* Description of the task *
Select and copy out every line in the records containing "this".

* Given records *
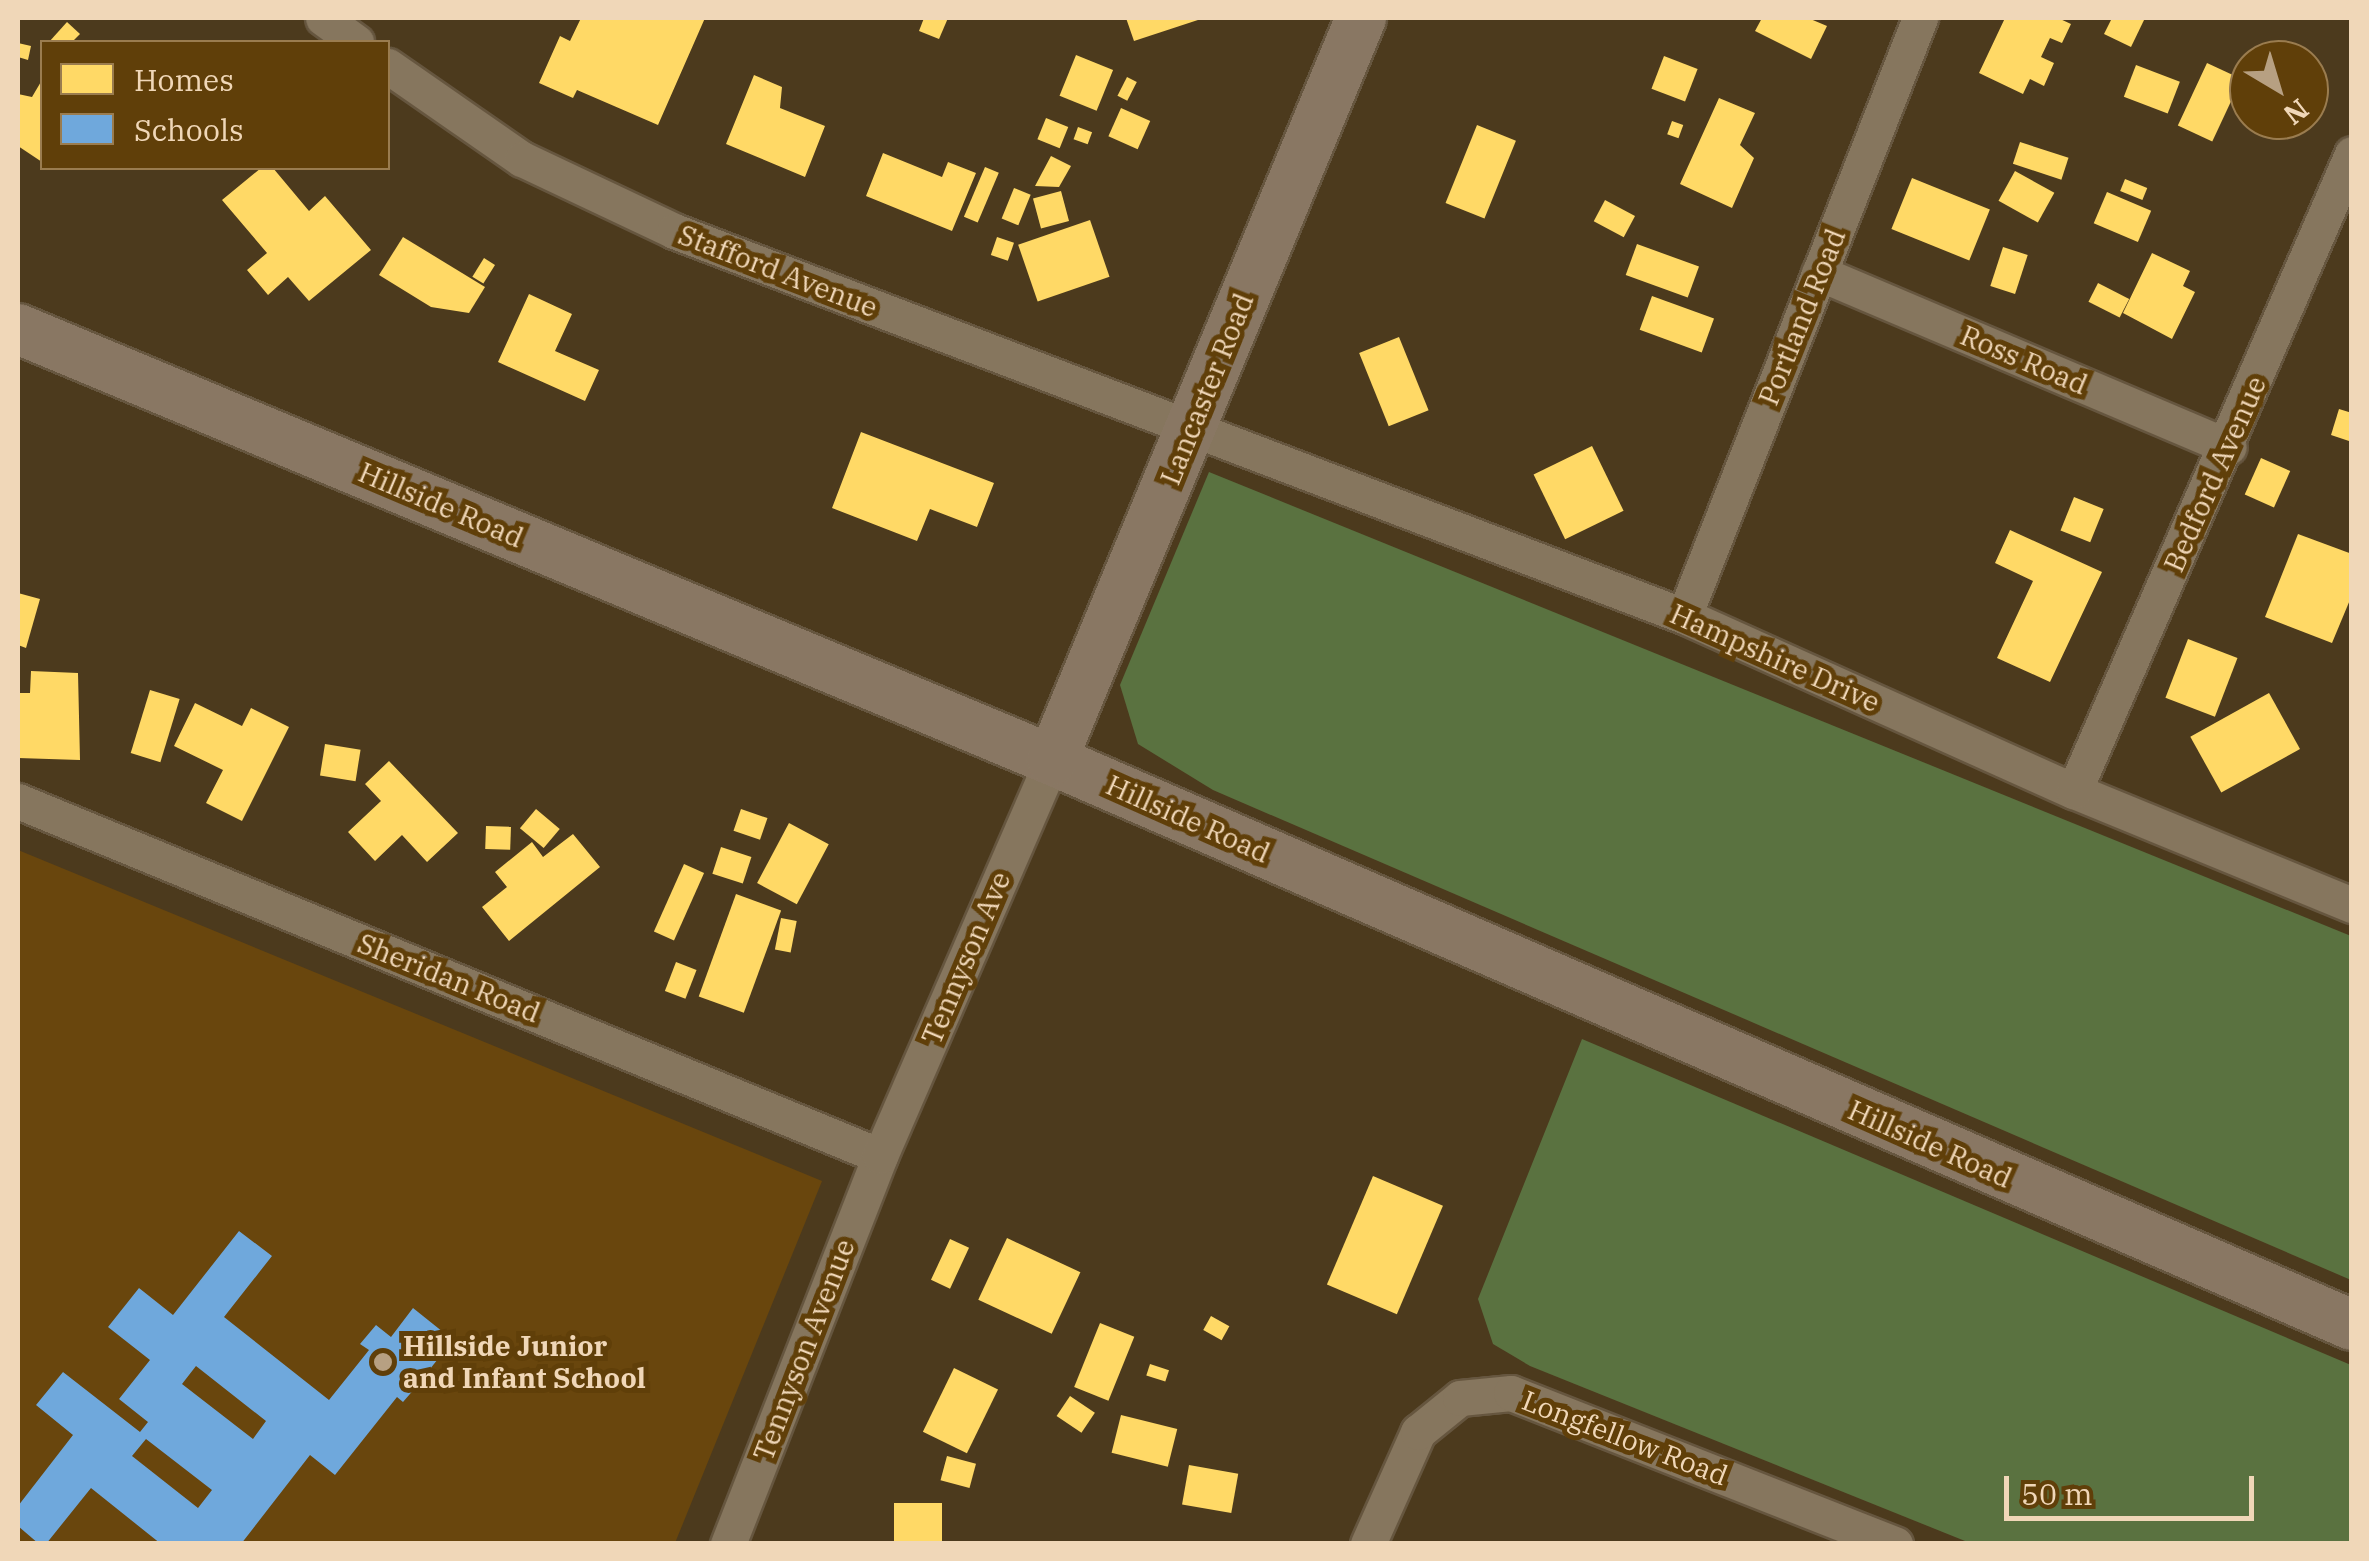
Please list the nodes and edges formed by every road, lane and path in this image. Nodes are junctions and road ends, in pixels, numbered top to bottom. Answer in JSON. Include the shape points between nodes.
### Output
{"nodes":[{"id":1,"x":323,"y":18,"type":"edge"},
{"id":2,"x":1361,"y":18,"type":"edge"},
{"id":3,"x":1920,"y":18,"type":"edge"},
{"id":4,"x":353,"y":40,"type":"edge"},
{"id":5,"x":390,"y":67,"type":"edge"},
{"id":6,"x":2352,"y":154,"type":"edge"},
{"id":7,"x":1820,"y":273,"type":"junction"},
{"id":8,"x":18,"y":329,"type":"edge"},
{"id":9,"x":1190,"y":433,"type":"junction"},
{"id":10,"x":2229,"y":447,"type":"junction"},
{"id":11,"x":1684,"y":616,"type":"junction"},
{"id":12,"x":1052,"y":760,"type":"junction"},
{"id":13,"x":2074,"y":791,"type":"junction"},
{"id":14,"x":18,"y":801,"type":"edge"},
{"id":15,"x":2352,"y":905,"type":"edge"},
{"id":16,"x":880,"y":1156,"type":"junction"},
{"id":17,"x":2352,"y":1325,"type":"edge"},
{"id":18,"x":728,"y":1544,"type":"edge"},
{"id":19,"x":1368,"y":1544,"type":"edge"},
{"id":20,"x":1895,"y":1544,"type":"edge"}],
"edges":[{"from":1,"to":4,"type":"street"},
{"from":2,"to":9,"type":"main road","name":"Lancaster Road"},
{"from":3,"to":7,"type":"street","name":"Portland Road"},
{"from":5,"to":9,"type":"street","name":"Stafford Avenue","via":[[522,159],[674,231]]},
{"from":6,"to":10,"type":"street","name":"Bedford Avenue"},
{"from":7,"to":10,"type":"street","name":"Ross Road"},
{"from":7,"to":11,"type":"street","name":"Portland Road"},
{"from":8,"to":12,"type":"main road","name":"Hillside Road"},
{"from":9,"to":11,"type":"street","name":"Hampshire Drive"},
{"from":9,"to":12,"type":"main road","name":"Lancaster Road"},
{"from":10,"to":13,"type":"street","name":"Bedford Avenue"},
{"from":11,"to":13,"type":"street","name":"Hampshire Drive"},
{"from":12,"to":16,"type":"street","name":"Tennyson Ave"},
{"from":12,"to":17,"type":"main road","name":"Hillside Road"},
{"from":13,"to":15,"type":"street","name":"Hampshire Drive"},
{"from":14,"to":16,"type":"street","name":"Sheridan Road"},
{"from":16,"to":18,"type":"street","name":"Tennyson Avenue"},
{"from":19,"to":20,"type":"street","name":"Longfellow Road","via":[[1418,1432],[1460,1398],[1511,1394]]}]}
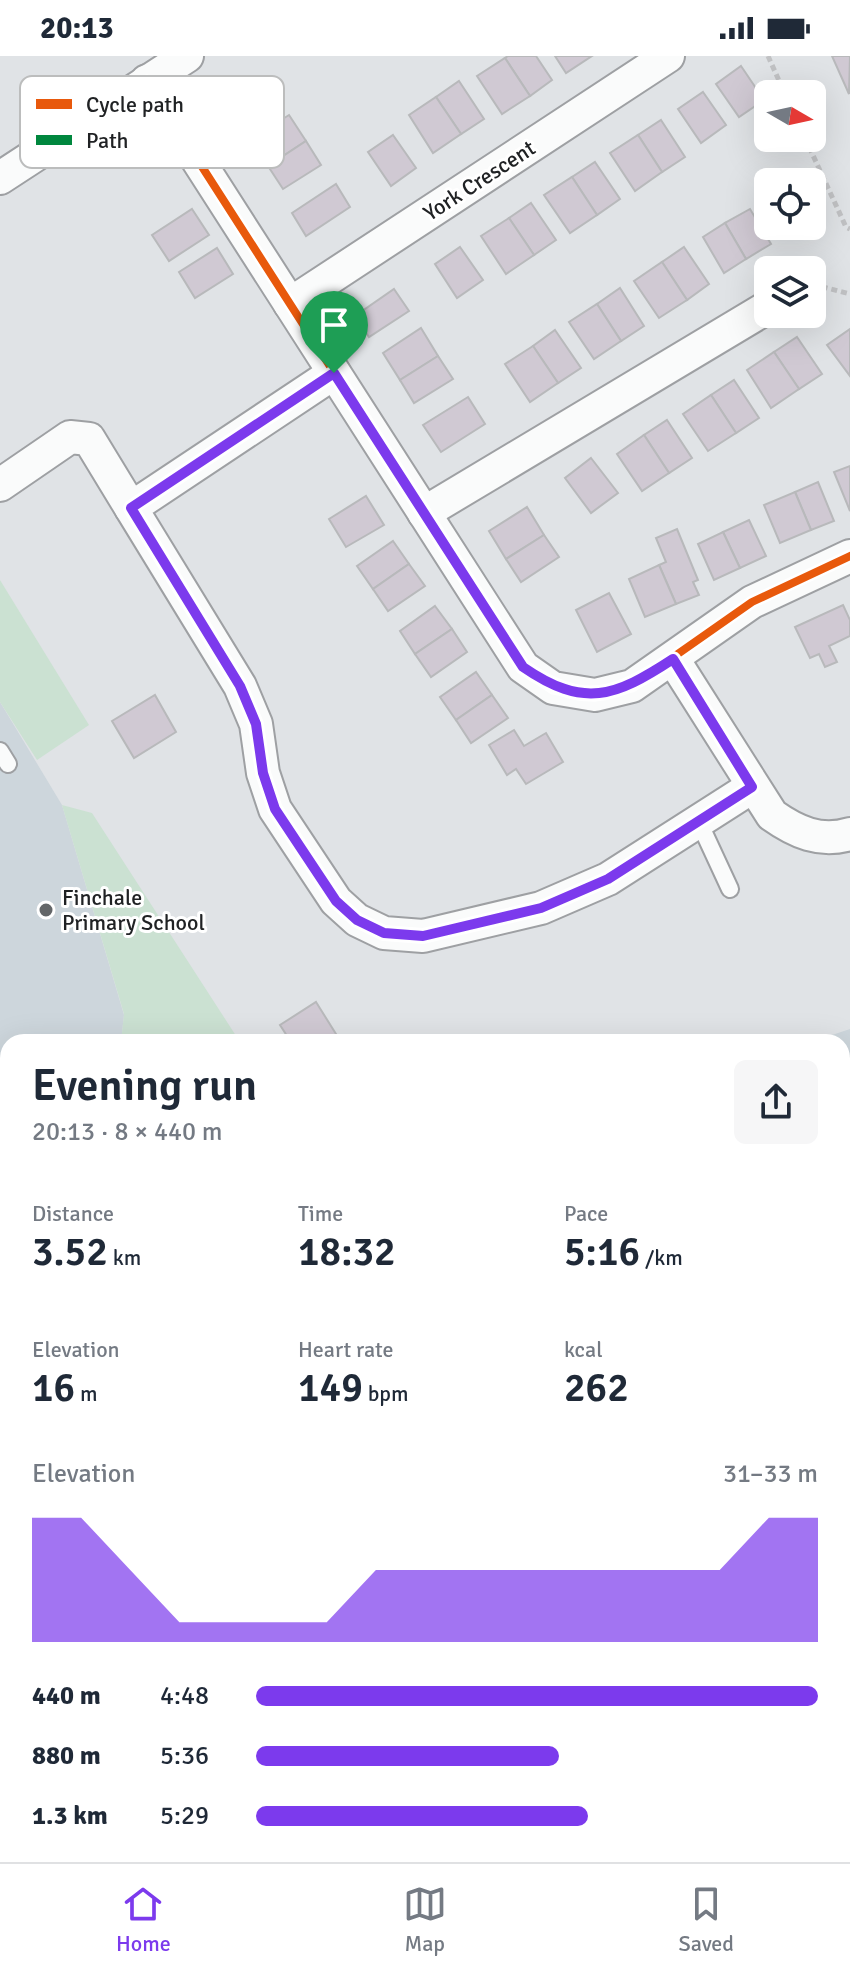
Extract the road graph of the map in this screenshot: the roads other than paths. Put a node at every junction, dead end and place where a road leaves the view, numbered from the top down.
1 (187, 56) edge
2 (668, 56) edge
3 (155, 76) edge
4 (20, 165) edge
5 (203, 168) edge
6 (0, 178) edge
7 (290, 304) junction
8 (754, 315) edge
9 (334, 373) junction
10 (0, 485) edge
11 (131, 508) junction
12 (424, 513) junction
13 (850, 556) edge
14 (673, 659) junction
15 (752, 787) junction
16 (699, 822) junction
17 (850, 834) edge
18 (730, 889) dead end

1 - 3 street
2 - 7 street, York Crescent
4 - 6 street
5 - 7 street
7 - 9 street
8 - 12 street
9 - 11 street
9 - 12 street
10 - 11 street
11 - 16 street
12 - 14 street
13 - 14 street
14 - 15 street
15 - 16 street
15 - 17 street
16 - 18 lane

* Result below *
Please list the nodes and edges formed by every road, lane and path in this image. Nodes are junctions and road ends, in pixels, numbered top to bottom. Answer in JSON. Include the shape points between nodes.
Extract the road graph of the map in this screenshot: the roads other than paths. Put a node at every junction, dead end and place where a road leaves the view, numbered from the top down.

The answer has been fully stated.